** LISTED RECORDS follows **

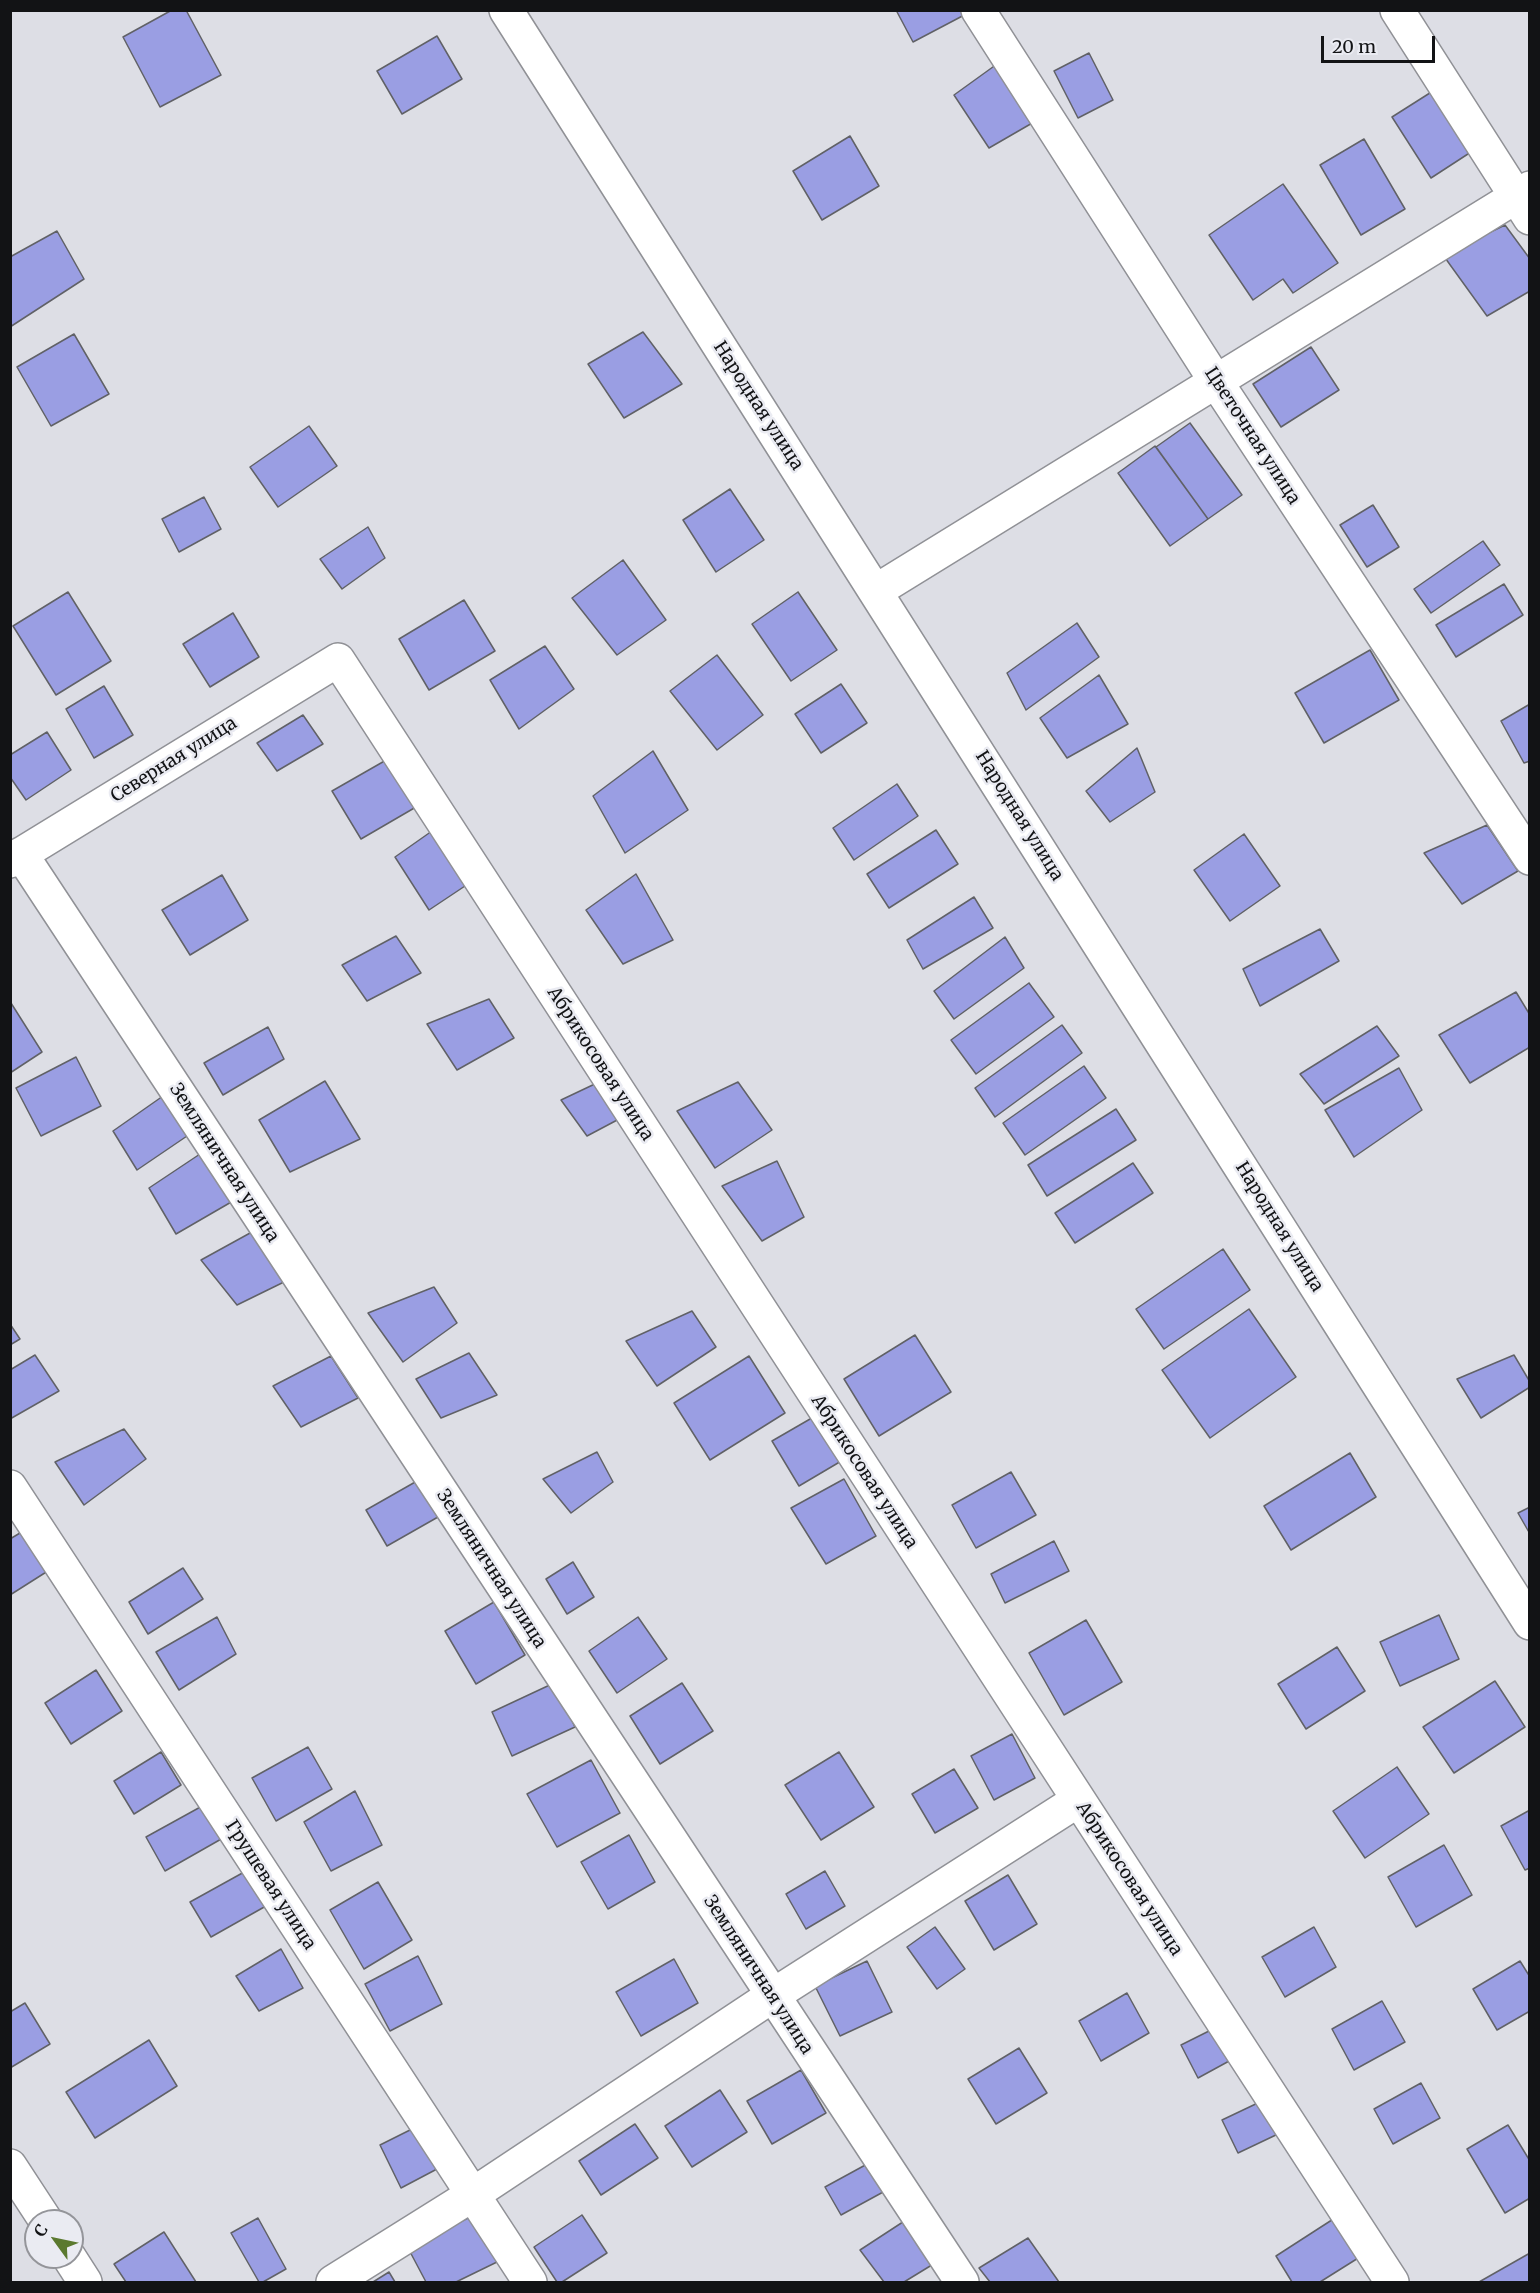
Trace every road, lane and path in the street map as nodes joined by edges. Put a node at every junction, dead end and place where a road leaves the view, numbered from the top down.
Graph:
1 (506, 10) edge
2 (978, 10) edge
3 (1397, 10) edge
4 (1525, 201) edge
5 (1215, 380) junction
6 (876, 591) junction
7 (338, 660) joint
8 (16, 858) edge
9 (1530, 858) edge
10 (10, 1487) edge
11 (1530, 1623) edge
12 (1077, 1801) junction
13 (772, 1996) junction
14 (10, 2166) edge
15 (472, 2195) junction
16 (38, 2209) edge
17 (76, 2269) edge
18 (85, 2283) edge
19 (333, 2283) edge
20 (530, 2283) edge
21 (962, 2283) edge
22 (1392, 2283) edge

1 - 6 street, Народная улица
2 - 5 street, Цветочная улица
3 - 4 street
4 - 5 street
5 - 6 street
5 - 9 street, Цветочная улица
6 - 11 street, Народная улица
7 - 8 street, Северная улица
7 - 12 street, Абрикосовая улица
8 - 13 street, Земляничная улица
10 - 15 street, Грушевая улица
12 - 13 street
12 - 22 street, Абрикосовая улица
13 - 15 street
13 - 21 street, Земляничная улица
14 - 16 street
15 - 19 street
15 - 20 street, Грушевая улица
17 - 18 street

** End of LISTED RECORDS **

- **WHAT THE TASK REQUIRES**
Please set down every line of the data above precisely, dropping the images.

- **ANSWER**
Trace every road, lane and path in the street map as nodes joined by edges. Put a node at every junction, dead end and place where a road leaves the view, numbered from the top down.
Graph:
1 (506, 10) edge
2 (978, 10) edge
3 (1397, 10) edge
4 (1525, 201) edge
5 (1215, 380) junction
6 (876, 591) junction
7 (338, 660) joint
8 (16, 858) edge
9 (1530, 858) edge
10 (10, 1487) edge
11 (1530, 1623) edge
12 (1077, 1801) junction
13 (772, 1996) junction
14 (10, 2166) edge
15 (472, 2195) junction
16 (38, 2209) edge
17 (76, 2269) edge
18 (85, 2283) edge
19 (333, 2283) edge
20 (530, 2283) edge
21 (962, 2283) edge
22 (1392, 2283) edge

1 - 6 street, Народная улица
2 - 5 street, Цветочная улица
3 - 4 street
4 - 5 street
5 - 6 street
5 - 9 street, Цветочная улица
6 - 11 street, Народная улица
7 - 8 street, Северная улица
7 - 12 street, Абрикосовая улица
8 - 13 street, Земляничная улица
10 - 15 street, Грушевая улица
12 - 13 street
12 - 22 street, Абрикосовая улица
13 - 15 street
13 - 21 street, Земляничная улица
14 - 16 street
15 - 19 street
15 - 20 street, Грушевая улица
17 - 18 street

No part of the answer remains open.